Wasm as a compilation target is interesting for the Accord project because it provides safe execution and access to wider range of platforms (relative to the currently used Javascript backend). I provide a more detailed argument in this Tech-WG call recording.

The goal of this GSoC project was to investigate how Ergo smart contracts can be translated to and executed as Wasm. A complete compiler backend and execution engine seemed unrealistic from the beginning. We thus settled on working towards a proof-of-concept implementation that can compile and run basic Ergo contracts.

Technical Overview

Ergo is based on the verified query compiler Q*cert which is implemented in Coq. Q*cert translates from various input query languages such as SQL to Spark, Java, and Javascript. Accord projects adds an additional frontend for their smart contract language Ergo. Naturally, we implement the Wasm backend for Ergo by adding an additional compiler backend in Q*cert. Consequently, most of my work happened in the Q*cert repository. I document the technical details over there.

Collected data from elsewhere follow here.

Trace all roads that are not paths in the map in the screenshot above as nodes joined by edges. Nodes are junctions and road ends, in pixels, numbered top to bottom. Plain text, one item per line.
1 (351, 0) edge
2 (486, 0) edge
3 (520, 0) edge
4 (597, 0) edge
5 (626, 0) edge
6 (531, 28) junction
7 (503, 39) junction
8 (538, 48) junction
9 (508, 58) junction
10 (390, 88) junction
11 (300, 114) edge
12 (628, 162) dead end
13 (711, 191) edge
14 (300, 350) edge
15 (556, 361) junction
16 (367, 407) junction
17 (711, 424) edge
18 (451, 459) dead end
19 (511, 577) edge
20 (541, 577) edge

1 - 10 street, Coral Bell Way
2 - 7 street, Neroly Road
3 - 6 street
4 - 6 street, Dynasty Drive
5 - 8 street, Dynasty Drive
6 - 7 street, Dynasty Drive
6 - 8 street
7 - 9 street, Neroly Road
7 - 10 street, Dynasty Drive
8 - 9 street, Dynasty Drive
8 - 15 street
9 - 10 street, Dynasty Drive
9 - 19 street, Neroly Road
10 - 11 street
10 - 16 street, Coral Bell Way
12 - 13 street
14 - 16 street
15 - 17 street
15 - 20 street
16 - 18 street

In a nutshell: Q*cert translates Ergo to an imperative intermediate representation (Imp) which has only basic control flow constructs, few operators, and operates on JSON-like values. Q*cert gives strong correctness guarantees about this part of the compilation: evaluation based equality of Ergo input and Imp output is proven in the proof assistant Coq. The translation step between Imp and Javascript is relatively small. This last part of Ergo's existing compilation not verified and implemented in OCaml.

For the Wasm backend, I start from the same Imp. I translate the Imp control flow to Wasm using OCaml. I directly target the abstract syntax tree (AST) provided with the Wasm reference implementation (also OCaml). This allows to reuse their serialization of the AST into the Wasm binary and text formats. It also enables testing against the reference Wasm interpreter.

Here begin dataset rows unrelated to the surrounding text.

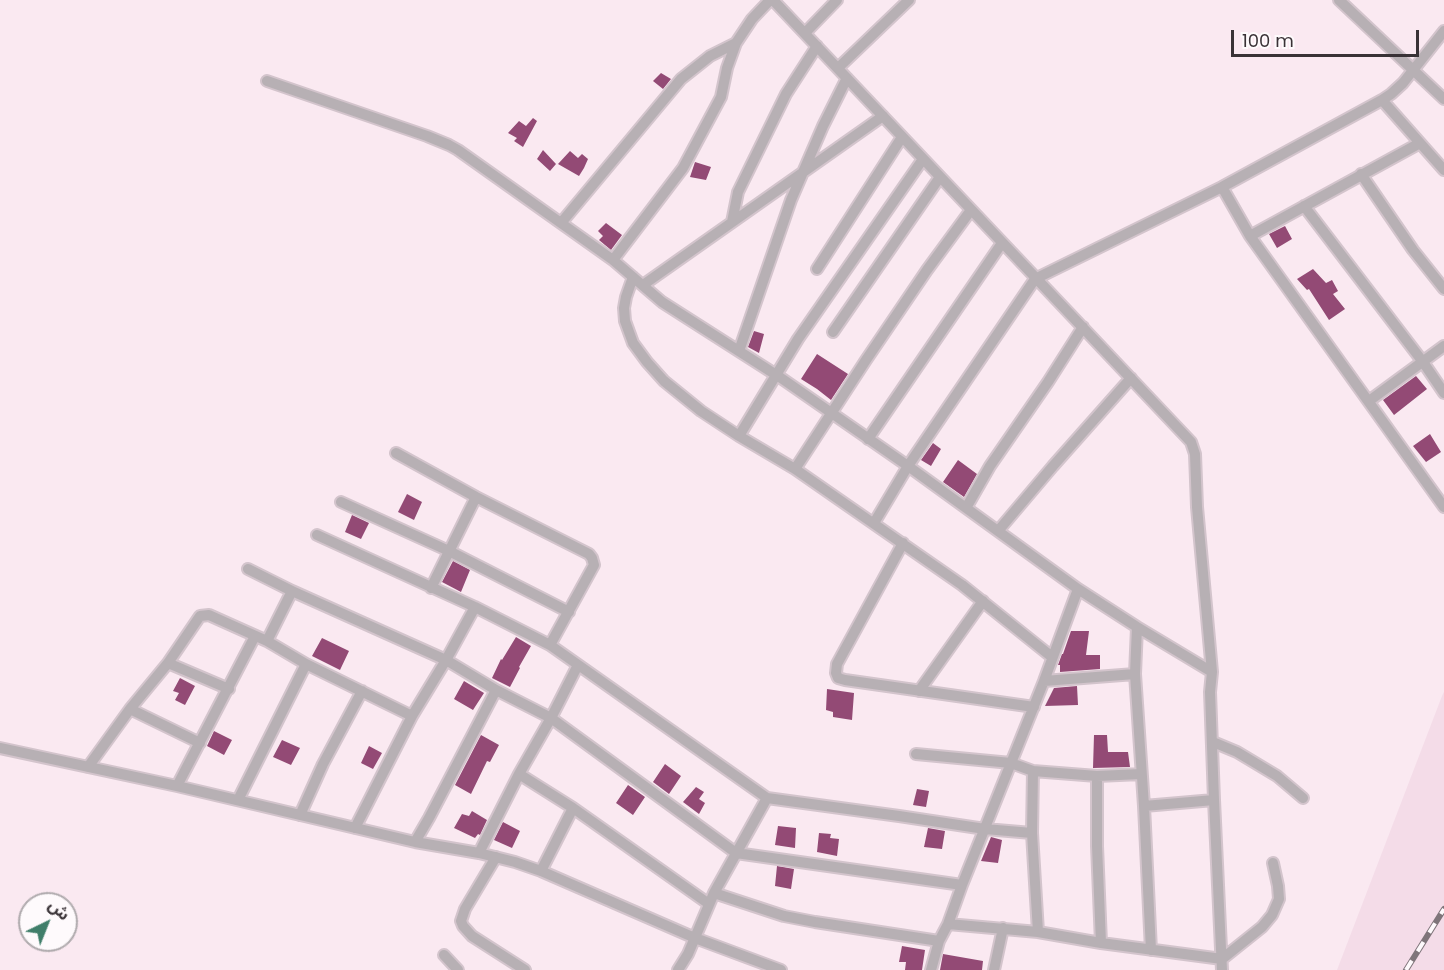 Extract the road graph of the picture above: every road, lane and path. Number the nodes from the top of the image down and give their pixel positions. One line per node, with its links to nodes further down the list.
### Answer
1 (772, 0): 6 (street); 7 (street)
2 (837, 0): 6 (street)
3 (909, 0): 9 (street)
4 (1339, 0): 10 (street)
5 (1444, 31): 10 (street)
6 (805, 33): 8 (street)
7 (736, 43): 27 (street); 30 (street)
8 (817, 46): 9 (street); 26 (street)
9 (838, 68): 11 (street)
10 (1412, 70): 13 (street); 14 (street)
11 (847, 78): 15 (street); 20 (street)
12 (267, 81): 27 (street)
13 (1444, 99)
14 (1382, 100): 17 (street); 23 (street)
15 (883, 116): 16 (street); 20 (street)
16 (902, 137): 18 (street); 31 (street)
17 (1420, 143): 19 (street); 21 (street)
18 (923, 159): 22 (street); 41 (street)
19 (1444, 170)
20 (803, 172): 26 (street); 39 (street)
21 (1361, 174): 24 (street); 35 (street)
22 (940, 177): 25 (street); 37 (street)
23 (1222, 187): 28 (street); 33 (street)
24 (1305, 206): 28 (street); 40 (street)
25 (971, 210): 29 (street); 45 (street)
26 (732, 222): 34 (street)
27 (561, 223): 30 (street)
28 (1250, 236): 44 (street)
29 (1002, 243): 33 (street); 47 (street)
30 (613, 260): 32 (street)
31 (817, 269)
32 (633, 277): 34 (street); 46 (street)
33 (1035, 279): 36 (street); 49 (street)
34 (644, 285): 39 (street)
35 (1444, 289)
36 (1083, 327): 42 (street); 54 (street)
37 (833, 332)
38 (1444, 345): 40 (street)
39 (739, 351): 41 (street)
40 (1423, 362): 43 (street); 44 (street)
41 (777, 376): 45 (street); 46 (street)
42 (1131, 378): 56 (street); 76 (street)
43 (1444, 393)
44 (1368, 401): 53 (street)
45 (832, 414): 47 (street); 50 (street)
46 (740, 436): 50 (street)
47 (868, 439): 49 (street)
48 (396, 453): 51 (street)
49 (908, 466): 54 (street); 55 (street)
50 (795, 469): 55 (street)
51 (476, 497): 59 (street); 66 (street)
52 (340, 502): 59 (street)
53 (1444, 507)
54 (966, 508): 56 (street)
55 (874, 523): 58 (street)
56 (998, 531): 62 (street)
57 (317, 535): 61 (street)
58 (903, 543): 64 (street); 82 (street)
59 (449, 551): 61 (street); 66 (street)
60 (248, 569): 63 (street)
61 (430, 588): 65 (street)
62 (1078, 589): 67 (street); 71 (street)
63 (292, 591): 69 (street); 72 (street)
64 (983, 601): 71 (street); 82 (street)
65 (475, 607): 70 (street); 72 (street)
66 (569, 612): 70 (street)
67 (1137, 627): 76 (street); 77 (street)
68 (255, 636): 69 (street); 73 (street); 79 (street)
69 (267, 641): 74 (street)
70 (550, 645): 75 (street)
71 (1052, 657): 78 (street)
72 (446, 660): 80 (street); 85 (street)
73 (168, 663): 79 (street); 84 (street)
74 (306, 664): 81 (street); 100 (street)
75 (578, 664): 86 (street); 98 (street)
76 (1212, 672): 87 (street)
77 (1135, 674): 78 (street); 95 (street)
78 (1044, 681): 83 (street)
79 (229, 689): 88 (street)
80 (496, 690): 86 (street); 108 (street)
81 (362, 691): 85 (street); 104 (street)
82 (919, 691): 83 (street)
83 (1034, 707): 91 (street)
84 (130, 709): 88 (street); 92 (street)
85 (412, 716): 105 (street)
86 (551, 718): 94 (street); 110 (street)
87 (1213, 742): 99 (street); 101 (street)
88 (200, 743): 97 (street)
89 (0, 748): 92 (street)
90 (916, 754): 91 (street)
91 (1011, 763): 93 (street); 106 (street)
92 (88, 767): 97 (street)
93 (1033, 771): 96 (street); 107 (street)
94 (519, 774): 103 (street); 109 (street)
95 (1141, 774): 96 (street); 102 (street)
96 (1097, 776): 122 (street)
97 (177, 786): 100 (street)
98 (766, 798): 106 (street); 110 (street)
99 (1303, 798)
100 (238, 800): 104 (street)
101 (1214, 800): 102 (street); 125 (street)
102 (1144, 806): 123 (street)
103 (573, 808): 113 (street); 116 (street)
104 (300, 815): 105 (street)
105 (355, 828): 108 (street)
106 (985, 829): 107 (street); 114 (street)
107 (1032, 833): 119 (street)
108 (415, 842): 109 (street)
109 (479, 853): 111 (street)
110 (736, 853): 114 (street); 115 (street)
111 (496, 858): 113 (street); 128 (street)
112 (1273, 863): 125 (street)
113 (541, 871): 120 (street)
114 (962, 885): 117 (street)
115 (714, 893): 116 (street); 121 (street)
116 (709, 904): 120 (street)
117 (948, 924): 118 (street); 121 (street)
118 (1003, 928): 119 (street); 131 (street)
119 (1038, 932): 122 (street)
120 (695, 938): 126 (street); 129 (street)
121 (939, 941): 130 (street)
122 (1101, 943): 123 (street)
123 (1151, 950): 125 (street)
124 (444, 955): 127 (street)
125 (1222, 964)
126 (775, 969)
127 (458, 970)
128 (525, 970)
129 (678, 970)
130 (931, 970)
131 (994, 970)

The generated Wasm binaries rely on a Wasm runtime for execution. This runtime supplies a runtime encoding for Imp's JSON-like values and implements Imp's operators. The runtime is implemented in Assemblyscript. This setup allows us to reuse existing implementations for memory allocation, garbage collection, strings, arrays and dictionaries. Unfortunately, we also lose control about the exact memory representation of Imp values. In order to supply arguments to and read results from the Wasm contract, I developed a binary encoding of Imp's JSON values. This encoding is heavily inspired by MessagePack but I omit some features and optimization for easier implementation.

Execution of ergo smart contracts on the new Wasm backend goes as follows.

  1. The compiler generates a logic.wasm that describes the clauses of as smart contract as Wasm functions.
  2. The engine instantiates and links logic.wasm and runtime.wasm.
  3. The engine encodes the arguments into the binary encoding and writes them the runtime's linear memory.
  4. The engine calls the function corresponding to the to-be-evaluated contract clause with the address of the binary encoded values as argument.
  5. The Wasm runtime (NodeJS) executes the program given in logic.wasm which includes the following steps.
    • decoding the binary value into a runtime value
    • calling operators in runtime.wasm
    • encoding the resulting runtime value into the binary format
    • returning the address of the resulting binary value
  6. The engine reads the binary return value from the runtime's linear memory and translates it into the output format.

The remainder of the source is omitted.